▸ **Requirement**: Leave out the pictures and set down the rest of the listing below word for word.
▽
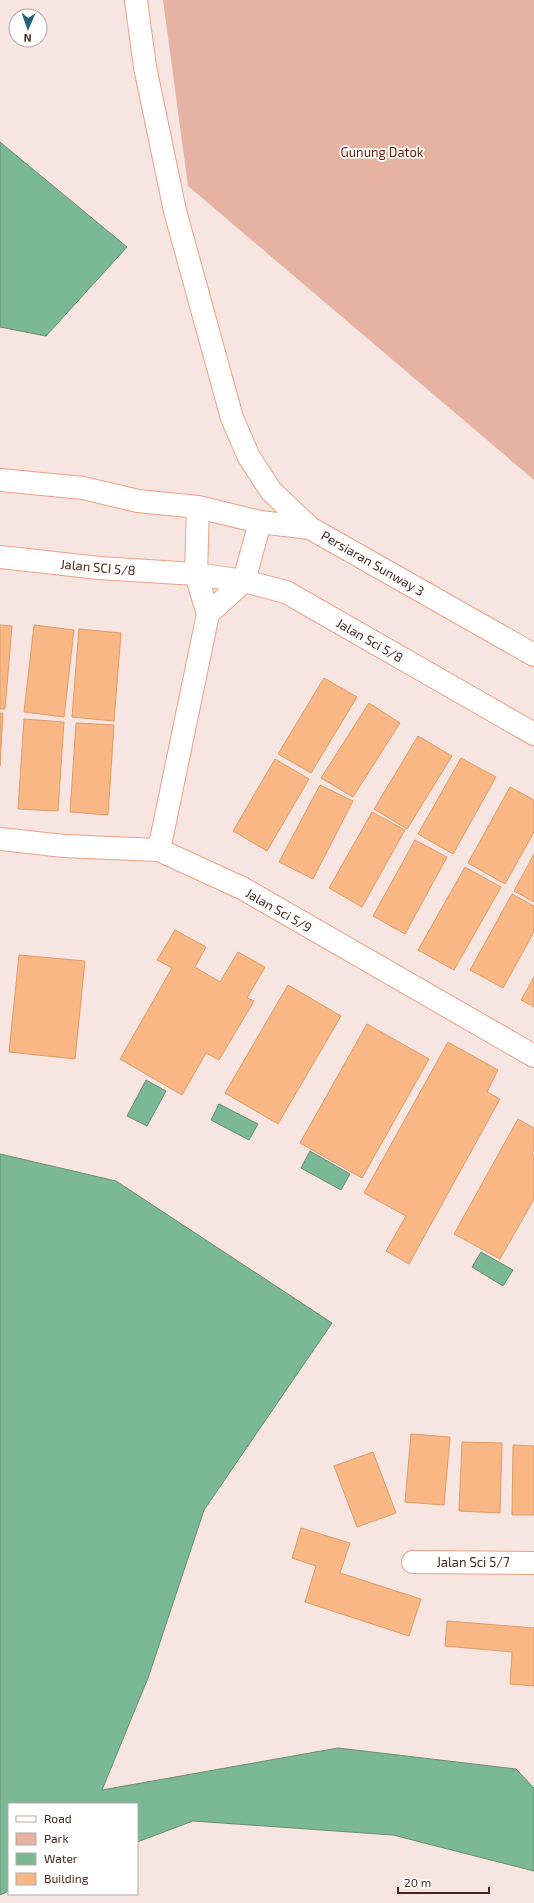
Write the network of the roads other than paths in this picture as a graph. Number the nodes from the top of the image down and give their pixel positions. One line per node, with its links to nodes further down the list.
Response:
1 (136, 0): 5 (street)
2 (0, 480): 3 (street, Persiaran Sunway 3)
3 (198, 507): 4 (street, Persiaran Sunway 3); 7 (street)
4 (260, 522): 5 (street, Persiaran Sunway 3); 8 (street)
5 (310, 528): 10 (street, Persiaran Sunway 3)
6 (0, 557): 7 (street, Jalan SCI 5/8)
7 (196, 574): 8 (street, Jalan Sci 5/8); 9 (street)
8 (244, 581): 9 (street); 11 (street, Jalan Sci 5/8)
9 (208, 614): 13 (street)
10 (534, 655)
11 (534, 734)
12 (0, 839): 13 (street, Jalan Sci 5/9)
13 (159, 850): 14 (street, Jalan Sci 5/9)
14 (534, 1056)
15 (413, 1562): 16 (street, Jalan Sci 5/7)
16 (534, 1562)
△
▸ **Written reply**:
Write the network of the roads other than paths in this picture as a graph. Number the nodes from the top of the image down and give their pixel positions. One line per node, with its links to nodes further down the list.
Response:
1 (136, 0): 5 (street)
2 (0, 480): 3 (street, Persiaran Sunway 3)
3 (198, 507): 4 (street, Persiaran Sunway 3); 7 (street)
4 (260, 522): 5 (street, Persiaran Sunway 3); 8 (street)
5 (310, 528): 10 (street, Persiaran Sunway 3)
6 (0, 557): 7 (street, Jalan SCI 5/8)
7 (196, 574): 8 (street, Jalan Sci 5/8); 9 (street)
8 (244, 581): 9 (street); 11 (street, Jalan Sci 5/8)
9 (208, 614): 13 (street)
10 (534, 655)
11 (534, 734)
12 (0, 839): 13 (street, Jalan Sci 5/9)
13 (159, 850): 14 (street, Jalan Sci 5/9)
14 (534, 1056)
15 (413, 1562): 16 (street, Jalan Sci 5/7)
16 (534, 1562)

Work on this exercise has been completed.